RIVA Non-reproduicable ASR outputs compared to NeMo model

Please provide the following information when requesting support.

Hardware - GPU RTX 3090
Hardware - CPU AMD EPYC 7502
Operating System Ubuntu 22.04
Riva Version v2.14.0

How to reproduce the issue ? (This is for errors. Please share the command and the detailed log here)

Hello, my goal is deploy custom ASR model trained on domain-specific data with help of RIVA.

I can run inference with built model, though ASR results are much worse then those I obtain in plain NeMo inference scripts.

I noticed that quality is affected significantly by

  --chunk_size=4.8 \
  --left_padding_size=0.0 \
  --right_padding_size=0.0 \

Do you have any suggestions on how riva-build arguments list should look like to get ASR outputs closest to those I have in NeMo?

I’ll be happy to obtain the same greedy outputs equivalent to NeMo’s to start with.

Here is a full list of my riva-build arguments.

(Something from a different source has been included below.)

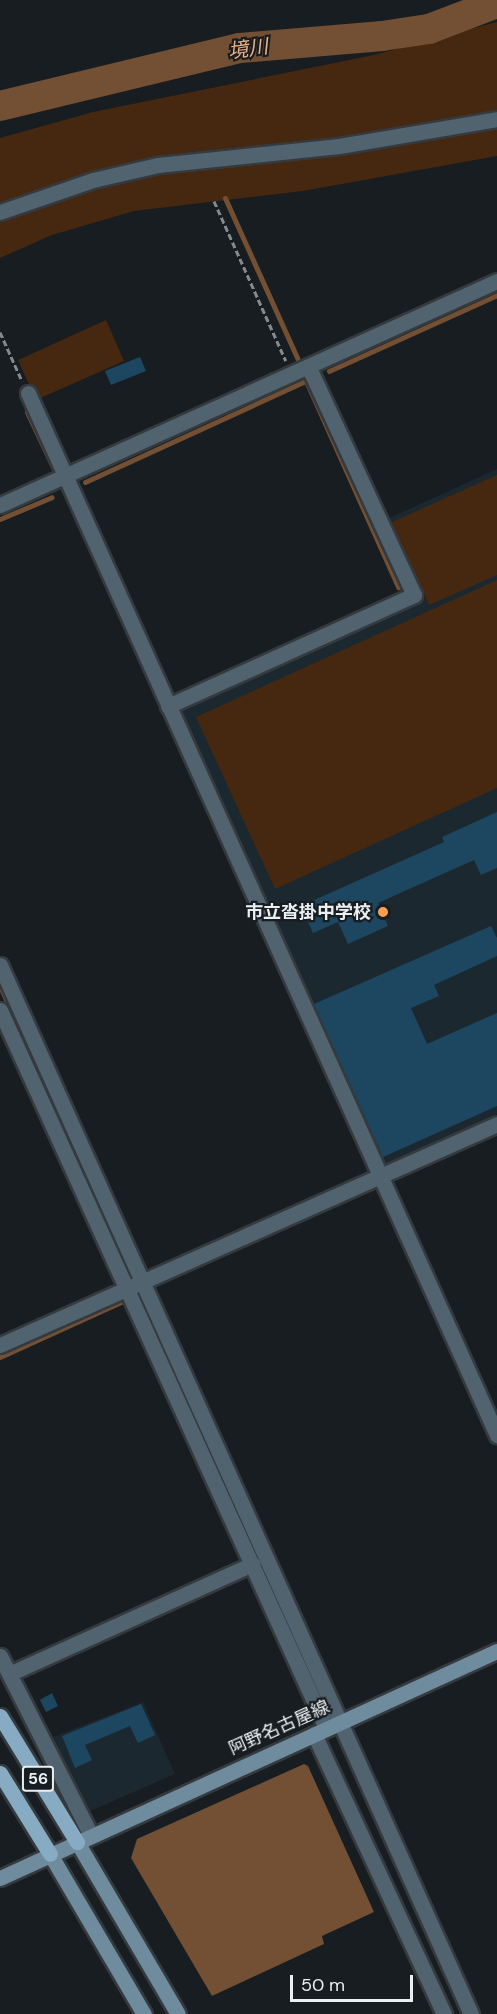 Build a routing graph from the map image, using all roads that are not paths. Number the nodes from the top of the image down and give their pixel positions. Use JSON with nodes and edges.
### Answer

riva-build speech_recognition \
  /data/rmir/asr2.rmir \
  /data/conformer-finetune-inhouse-more-data-golos-best.riva \
  --offline \
  --name=conformer-ru-RU-asr-offline \
  --return_separate_utterances=False \
  --featurizer.use_utterance_norm_params=False \
  --featurizer.precalc_norm_time_steps=0 \
  --featurizer.precalc_norm_params=False \
  --ms_per_timestep=40 \
  --endpointing.start_history=200 \
  --nn.fp16_needs_obey_precision_pass \
  --endpointing.residue_blanks_at_start=-2 \
  --chunk_size=4.8 \
  --left_padding_size=0.0 \
  --right_padding_size=0.0 \
  --max_batch_size=16 \
  --featurizer.max_batch_size=512 \
  --featurizer.max_execution_batch_size=512 \
  --decoder_type=greedy \
  --greedy_decoder.asr_model_delay=-1 \
  --language_code=ru-RU

Thank you. Vic

I’m having the same problem as you. I fine-tuned the asr pt-br model (conformer-ctc) and its performance was very good in .nemo, but, after deploying, its performance dropped a lot (it was very bad).

Any news with about your problem?

Same problem here! With pt-br model too